Más allá de las arrugas: así envejece realmente nuestro rostro

Cuando pensamos en envejecimiento facial, solemos imaginar arrugas y líneas de expresión, pero este proceso es mucho más complejo: nuestro rostro cambia en sus estructuras profundas, no solo en la superficie.

Aquí hablaremos sobre esos signos que no se comentan tanto, pero que tienen un gran impacto en la apariencia del rostro, y sobre las opciones actuales para tratarlos de forma segura y natural.

1. La pérdida de volumen: el cambio que transforma el rostro

Uno de los primeros signos del envejecimiento es la pérdida de grasa facial, dada cuando los cojinetes grasos (pequeñas bolsas de grasa que dan soporte y volumen) comienzan a reabsorberse con el tiempo, dando lugar a:

  • Hundimiento en mejillas
  • Pérdida de contorno
  • Aspecto más cansado
  • Transición más marcada entre párpado y mejilla

A esta transformación se suma la laxitud de los ligamentos faciales, estructuras que mantienen la piel y los tejidos en su sitio, y que con la edad pierden firmeza y contribuyen al aspecto de rostro caído.

2. Reabsorción ósea: el esqueleto facial también envejece

Aunque pasa desapercibido, también los huesos del rostro cambian con los años.

La reabsorción ósea afecta especialmente a los pómulos, la línea mandibular y el mentón; cuando estas estructuras pierden soporte, se acentúan signos como:

  • Surco nasogeniano más profundo
  • Mandíbula menos definida
  • Mayor aparición de jowls (caída de las mejillas hacia la línea mandibular)

Estos cambios son los responsables de que el envejecimiento modifique la forma del rostro, incluso cuando la piel sigue viéndose bien.

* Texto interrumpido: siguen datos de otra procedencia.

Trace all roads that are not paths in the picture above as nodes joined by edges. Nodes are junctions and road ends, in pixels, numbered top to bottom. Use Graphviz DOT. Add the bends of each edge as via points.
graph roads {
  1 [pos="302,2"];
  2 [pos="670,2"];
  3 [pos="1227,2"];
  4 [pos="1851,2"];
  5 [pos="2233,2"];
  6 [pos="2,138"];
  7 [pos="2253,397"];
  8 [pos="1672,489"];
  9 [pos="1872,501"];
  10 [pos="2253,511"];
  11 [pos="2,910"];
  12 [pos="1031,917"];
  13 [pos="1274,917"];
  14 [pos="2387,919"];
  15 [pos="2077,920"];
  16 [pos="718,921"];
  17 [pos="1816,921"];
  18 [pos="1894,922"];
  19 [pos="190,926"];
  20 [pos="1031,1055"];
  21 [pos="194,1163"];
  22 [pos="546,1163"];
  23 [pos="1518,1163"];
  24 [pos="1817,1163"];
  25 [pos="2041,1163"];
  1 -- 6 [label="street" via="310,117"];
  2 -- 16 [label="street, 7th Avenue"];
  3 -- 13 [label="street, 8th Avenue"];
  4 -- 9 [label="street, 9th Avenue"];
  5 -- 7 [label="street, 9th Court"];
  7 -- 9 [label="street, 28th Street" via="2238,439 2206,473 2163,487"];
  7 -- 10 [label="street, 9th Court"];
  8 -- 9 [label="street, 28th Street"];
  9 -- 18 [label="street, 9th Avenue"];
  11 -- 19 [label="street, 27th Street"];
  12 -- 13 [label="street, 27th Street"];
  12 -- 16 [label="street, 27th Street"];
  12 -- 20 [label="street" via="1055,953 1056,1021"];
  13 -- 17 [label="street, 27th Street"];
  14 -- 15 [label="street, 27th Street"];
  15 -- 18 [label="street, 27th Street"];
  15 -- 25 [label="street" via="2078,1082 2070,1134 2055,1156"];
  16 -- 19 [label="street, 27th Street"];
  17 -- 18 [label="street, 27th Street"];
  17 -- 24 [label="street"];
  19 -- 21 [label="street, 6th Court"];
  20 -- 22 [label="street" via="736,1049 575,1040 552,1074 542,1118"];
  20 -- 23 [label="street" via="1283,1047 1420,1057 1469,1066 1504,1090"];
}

3. Flacidez y pérdida de colágeno: el impacto después de los 25

Desde los 25 años, la producción de colágeno y elastina disminuye cada año, la piel se vuelve más delgada, menos firme y con menor capacidad de recuperación, generando:

  • Pérdida de elasticidad
  • Mayor flacidez cutánea
  • Desplazamiento descendente de los tejidos
  • Aparición de arrugas finas y líneas de expresión

Tratamientos actuales para rejuvenecer el rostro sin perder naturalidad

Hoy contamos con tecnologías y técnicas que permiten desacelerar estos cambios manteniendo resultados armónicos y fieles a las facciones de cada persona.

Ácido hialurónico

Ideal para:

  • Restaurar volumen perdido
  • Definir contornos
  • Mejorar la armonía facial
  • Corregir hundimientos sin exagerar rasgos

Tecnologías para estimular colágeno

Procedimientos que promueven la producción natural de colágeno desde las capas profundas, ayudando a tensar la piel, mejorar su calidad y reducir la flacidez.

  • Ultrasonido microfocalizado
  • Radiofrecuencia fraccionada
  • Láseres especializados

Bioestimuladores inyectables

Son sustancias que inducen a la piel a producir colágeno nuevo de forma progresiva y sus beneficios incluyen:

  • Mejora de la estructura interna de la piel
  • Aumento de firmeza
  • Naturalidad total en los resultados

Recuerda que los resultados naturales no dependen solo del tratamiento, sino de la valoración integral de tu rostro, el sentido estético del profesional, su formación, técnica y experiencia, y por supuesto de seguir un plan personalizado según tu anatomía y tus objetivos; por eso es esencial acudir a un médico especialista que realice una evaluación detallada, te escuche y te brinde seguridad antes de cualquier procedimiento. Con un diagnóstico adecuado y un acompañamiento profesional, es posible lograr un rejuvenecimiento armonioso, seguro y natural.